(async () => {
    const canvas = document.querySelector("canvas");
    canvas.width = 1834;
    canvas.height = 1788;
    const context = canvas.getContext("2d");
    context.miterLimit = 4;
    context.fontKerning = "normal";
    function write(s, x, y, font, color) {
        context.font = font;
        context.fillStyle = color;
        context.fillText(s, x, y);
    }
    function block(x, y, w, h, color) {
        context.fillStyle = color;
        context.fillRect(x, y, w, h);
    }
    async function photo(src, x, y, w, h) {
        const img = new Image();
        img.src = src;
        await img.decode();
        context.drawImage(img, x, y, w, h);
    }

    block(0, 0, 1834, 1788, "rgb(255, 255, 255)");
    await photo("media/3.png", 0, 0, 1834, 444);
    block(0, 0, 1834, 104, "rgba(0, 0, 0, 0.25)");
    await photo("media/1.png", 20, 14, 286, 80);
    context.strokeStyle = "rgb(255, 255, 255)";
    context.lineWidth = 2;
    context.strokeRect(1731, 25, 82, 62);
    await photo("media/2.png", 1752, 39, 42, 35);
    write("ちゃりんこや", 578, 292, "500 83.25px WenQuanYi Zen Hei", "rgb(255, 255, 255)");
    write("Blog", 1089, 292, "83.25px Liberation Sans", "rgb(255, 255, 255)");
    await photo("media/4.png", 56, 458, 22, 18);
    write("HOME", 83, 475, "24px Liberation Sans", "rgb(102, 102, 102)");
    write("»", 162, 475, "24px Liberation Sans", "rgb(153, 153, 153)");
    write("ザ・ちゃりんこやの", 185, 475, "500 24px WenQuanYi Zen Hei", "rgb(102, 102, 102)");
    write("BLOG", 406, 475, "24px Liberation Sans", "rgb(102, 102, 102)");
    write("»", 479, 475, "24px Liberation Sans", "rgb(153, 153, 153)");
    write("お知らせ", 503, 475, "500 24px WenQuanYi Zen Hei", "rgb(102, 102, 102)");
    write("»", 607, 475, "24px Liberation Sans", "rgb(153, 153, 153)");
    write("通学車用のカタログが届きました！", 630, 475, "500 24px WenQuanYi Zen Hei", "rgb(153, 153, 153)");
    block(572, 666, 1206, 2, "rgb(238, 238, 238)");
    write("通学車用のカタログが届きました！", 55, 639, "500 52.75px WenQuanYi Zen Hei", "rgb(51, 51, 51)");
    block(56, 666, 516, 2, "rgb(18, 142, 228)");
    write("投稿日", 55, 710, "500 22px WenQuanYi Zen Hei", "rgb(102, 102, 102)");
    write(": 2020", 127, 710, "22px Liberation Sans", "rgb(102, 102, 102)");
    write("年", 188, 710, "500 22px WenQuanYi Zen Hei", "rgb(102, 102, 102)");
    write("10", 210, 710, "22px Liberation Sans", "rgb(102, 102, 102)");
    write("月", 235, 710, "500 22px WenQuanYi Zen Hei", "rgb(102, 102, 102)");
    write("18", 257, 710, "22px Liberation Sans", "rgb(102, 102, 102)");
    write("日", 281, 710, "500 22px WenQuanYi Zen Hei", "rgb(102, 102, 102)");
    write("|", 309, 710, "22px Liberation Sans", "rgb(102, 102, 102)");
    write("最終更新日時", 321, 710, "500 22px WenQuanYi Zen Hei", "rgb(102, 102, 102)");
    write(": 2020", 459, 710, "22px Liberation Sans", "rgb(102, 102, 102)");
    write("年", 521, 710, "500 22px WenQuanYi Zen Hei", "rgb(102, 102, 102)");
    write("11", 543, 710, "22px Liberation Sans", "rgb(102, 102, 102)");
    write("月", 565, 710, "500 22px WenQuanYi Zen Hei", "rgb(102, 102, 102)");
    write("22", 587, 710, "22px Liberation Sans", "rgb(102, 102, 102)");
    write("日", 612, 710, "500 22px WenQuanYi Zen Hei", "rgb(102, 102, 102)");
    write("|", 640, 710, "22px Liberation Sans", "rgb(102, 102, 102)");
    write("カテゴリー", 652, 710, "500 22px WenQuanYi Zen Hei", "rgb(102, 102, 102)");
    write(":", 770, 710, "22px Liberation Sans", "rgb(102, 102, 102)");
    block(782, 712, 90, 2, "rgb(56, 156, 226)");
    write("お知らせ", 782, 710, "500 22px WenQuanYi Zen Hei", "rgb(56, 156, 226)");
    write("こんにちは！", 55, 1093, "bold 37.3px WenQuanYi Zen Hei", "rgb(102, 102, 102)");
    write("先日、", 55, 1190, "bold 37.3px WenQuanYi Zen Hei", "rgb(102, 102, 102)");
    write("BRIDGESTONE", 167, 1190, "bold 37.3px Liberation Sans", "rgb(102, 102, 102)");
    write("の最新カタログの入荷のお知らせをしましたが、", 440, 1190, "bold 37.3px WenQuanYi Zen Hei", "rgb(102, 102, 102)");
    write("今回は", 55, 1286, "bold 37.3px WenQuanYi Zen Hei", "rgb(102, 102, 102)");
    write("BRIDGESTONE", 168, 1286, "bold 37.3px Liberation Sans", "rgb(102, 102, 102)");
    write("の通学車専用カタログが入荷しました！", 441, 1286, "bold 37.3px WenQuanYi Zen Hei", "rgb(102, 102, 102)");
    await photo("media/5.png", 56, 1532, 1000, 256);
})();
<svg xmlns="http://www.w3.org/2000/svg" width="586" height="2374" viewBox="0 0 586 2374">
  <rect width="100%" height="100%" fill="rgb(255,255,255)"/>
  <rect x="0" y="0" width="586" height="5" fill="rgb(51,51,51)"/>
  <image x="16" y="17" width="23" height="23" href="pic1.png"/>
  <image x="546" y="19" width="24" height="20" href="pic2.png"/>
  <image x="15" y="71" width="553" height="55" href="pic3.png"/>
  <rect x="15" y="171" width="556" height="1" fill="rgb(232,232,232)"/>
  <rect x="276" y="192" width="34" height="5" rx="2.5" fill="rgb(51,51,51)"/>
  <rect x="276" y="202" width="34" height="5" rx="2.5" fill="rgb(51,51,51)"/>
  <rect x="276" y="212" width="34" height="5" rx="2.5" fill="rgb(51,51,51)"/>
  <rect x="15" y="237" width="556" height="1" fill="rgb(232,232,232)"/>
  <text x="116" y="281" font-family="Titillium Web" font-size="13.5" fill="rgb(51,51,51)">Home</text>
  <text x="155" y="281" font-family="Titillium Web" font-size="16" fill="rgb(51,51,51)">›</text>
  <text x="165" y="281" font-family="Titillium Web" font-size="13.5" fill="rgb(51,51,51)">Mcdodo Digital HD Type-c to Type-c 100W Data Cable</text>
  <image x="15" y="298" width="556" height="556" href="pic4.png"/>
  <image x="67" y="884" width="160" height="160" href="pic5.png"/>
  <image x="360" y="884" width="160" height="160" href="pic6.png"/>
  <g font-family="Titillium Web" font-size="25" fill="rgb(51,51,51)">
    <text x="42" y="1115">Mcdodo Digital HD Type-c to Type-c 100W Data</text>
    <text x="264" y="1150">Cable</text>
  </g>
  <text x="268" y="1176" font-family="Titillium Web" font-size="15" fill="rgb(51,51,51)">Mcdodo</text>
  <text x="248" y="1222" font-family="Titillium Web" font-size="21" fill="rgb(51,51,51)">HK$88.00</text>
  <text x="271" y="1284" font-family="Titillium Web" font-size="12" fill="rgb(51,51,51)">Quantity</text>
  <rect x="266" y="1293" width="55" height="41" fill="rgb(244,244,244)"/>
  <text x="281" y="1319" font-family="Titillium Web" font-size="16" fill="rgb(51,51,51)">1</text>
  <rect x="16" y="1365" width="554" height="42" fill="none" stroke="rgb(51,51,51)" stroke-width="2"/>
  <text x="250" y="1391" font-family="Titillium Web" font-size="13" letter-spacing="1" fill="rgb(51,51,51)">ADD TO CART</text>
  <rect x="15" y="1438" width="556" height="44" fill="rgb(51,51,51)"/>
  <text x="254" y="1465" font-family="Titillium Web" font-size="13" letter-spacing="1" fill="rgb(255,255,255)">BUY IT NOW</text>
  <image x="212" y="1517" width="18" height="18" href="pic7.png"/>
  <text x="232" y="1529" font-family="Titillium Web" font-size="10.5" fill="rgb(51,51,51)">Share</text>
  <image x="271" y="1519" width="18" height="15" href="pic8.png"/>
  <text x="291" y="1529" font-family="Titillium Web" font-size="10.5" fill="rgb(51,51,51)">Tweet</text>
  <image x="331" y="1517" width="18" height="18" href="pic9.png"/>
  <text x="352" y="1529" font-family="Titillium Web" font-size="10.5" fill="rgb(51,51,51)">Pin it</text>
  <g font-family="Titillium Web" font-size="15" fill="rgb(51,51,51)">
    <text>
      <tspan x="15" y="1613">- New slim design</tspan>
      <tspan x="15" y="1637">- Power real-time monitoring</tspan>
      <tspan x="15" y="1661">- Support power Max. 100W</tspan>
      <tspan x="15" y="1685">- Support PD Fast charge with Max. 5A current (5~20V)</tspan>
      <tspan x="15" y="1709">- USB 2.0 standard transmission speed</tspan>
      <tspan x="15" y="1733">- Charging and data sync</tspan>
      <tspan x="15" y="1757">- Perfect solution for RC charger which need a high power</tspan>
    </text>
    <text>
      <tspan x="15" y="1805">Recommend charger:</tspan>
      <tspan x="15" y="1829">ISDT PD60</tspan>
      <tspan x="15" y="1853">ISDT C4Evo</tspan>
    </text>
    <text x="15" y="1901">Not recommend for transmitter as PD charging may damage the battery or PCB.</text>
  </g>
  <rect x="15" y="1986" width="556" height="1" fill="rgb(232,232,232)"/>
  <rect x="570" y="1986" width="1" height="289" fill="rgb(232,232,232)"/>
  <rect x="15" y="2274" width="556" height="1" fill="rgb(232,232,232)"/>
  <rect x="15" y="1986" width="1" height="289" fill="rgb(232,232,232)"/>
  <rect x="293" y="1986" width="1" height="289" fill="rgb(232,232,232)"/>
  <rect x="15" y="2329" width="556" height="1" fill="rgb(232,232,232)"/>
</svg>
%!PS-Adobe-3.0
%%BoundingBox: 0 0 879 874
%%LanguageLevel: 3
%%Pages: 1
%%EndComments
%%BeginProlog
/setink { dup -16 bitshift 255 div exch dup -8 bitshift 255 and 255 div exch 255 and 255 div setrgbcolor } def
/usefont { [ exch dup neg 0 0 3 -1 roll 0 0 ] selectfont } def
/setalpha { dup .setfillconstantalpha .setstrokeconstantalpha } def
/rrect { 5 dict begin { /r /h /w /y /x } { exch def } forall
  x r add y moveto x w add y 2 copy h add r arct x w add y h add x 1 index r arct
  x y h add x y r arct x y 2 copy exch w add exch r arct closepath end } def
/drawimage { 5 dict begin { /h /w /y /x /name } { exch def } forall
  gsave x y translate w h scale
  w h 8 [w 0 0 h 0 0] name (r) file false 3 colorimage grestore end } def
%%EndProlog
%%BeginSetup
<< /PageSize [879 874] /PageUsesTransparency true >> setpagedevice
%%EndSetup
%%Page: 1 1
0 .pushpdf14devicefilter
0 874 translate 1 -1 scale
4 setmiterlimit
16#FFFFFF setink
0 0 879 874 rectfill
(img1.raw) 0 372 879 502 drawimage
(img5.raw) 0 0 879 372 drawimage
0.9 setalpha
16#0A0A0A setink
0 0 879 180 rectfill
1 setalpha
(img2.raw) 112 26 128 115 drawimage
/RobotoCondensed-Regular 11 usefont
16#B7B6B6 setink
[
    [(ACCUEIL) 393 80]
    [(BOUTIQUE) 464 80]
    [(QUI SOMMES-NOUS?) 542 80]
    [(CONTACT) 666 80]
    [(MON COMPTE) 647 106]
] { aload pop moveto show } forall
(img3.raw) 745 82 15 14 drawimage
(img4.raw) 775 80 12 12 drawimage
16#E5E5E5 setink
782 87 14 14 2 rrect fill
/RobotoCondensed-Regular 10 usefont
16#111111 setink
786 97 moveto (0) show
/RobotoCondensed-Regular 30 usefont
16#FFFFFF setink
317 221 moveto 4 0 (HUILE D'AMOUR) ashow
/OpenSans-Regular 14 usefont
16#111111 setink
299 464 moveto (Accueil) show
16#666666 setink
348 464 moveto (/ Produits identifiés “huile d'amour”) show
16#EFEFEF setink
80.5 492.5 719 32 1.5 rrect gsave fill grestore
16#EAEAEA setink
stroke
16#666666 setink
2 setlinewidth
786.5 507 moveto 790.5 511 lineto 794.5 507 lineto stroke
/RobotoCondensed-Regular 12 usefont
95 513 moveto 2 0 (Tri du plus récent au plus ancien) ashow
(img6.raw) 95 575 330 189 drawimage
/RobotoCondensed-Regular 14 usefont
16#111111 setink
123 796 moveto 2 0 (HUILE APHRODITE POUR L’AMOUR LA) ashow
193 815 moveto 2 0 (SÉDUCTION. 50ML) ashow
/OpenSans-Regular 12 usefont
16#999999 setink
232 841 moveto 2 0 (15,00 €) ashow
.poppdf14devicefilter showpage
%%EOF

◇ ◇ ◇ ◇ ◇

(TASK GOAL):
The lines to copy are those in the listing that contain the word "async".

(TASK RESPONSE):
(async () => {
    async function photo(src, x, y, w, h) {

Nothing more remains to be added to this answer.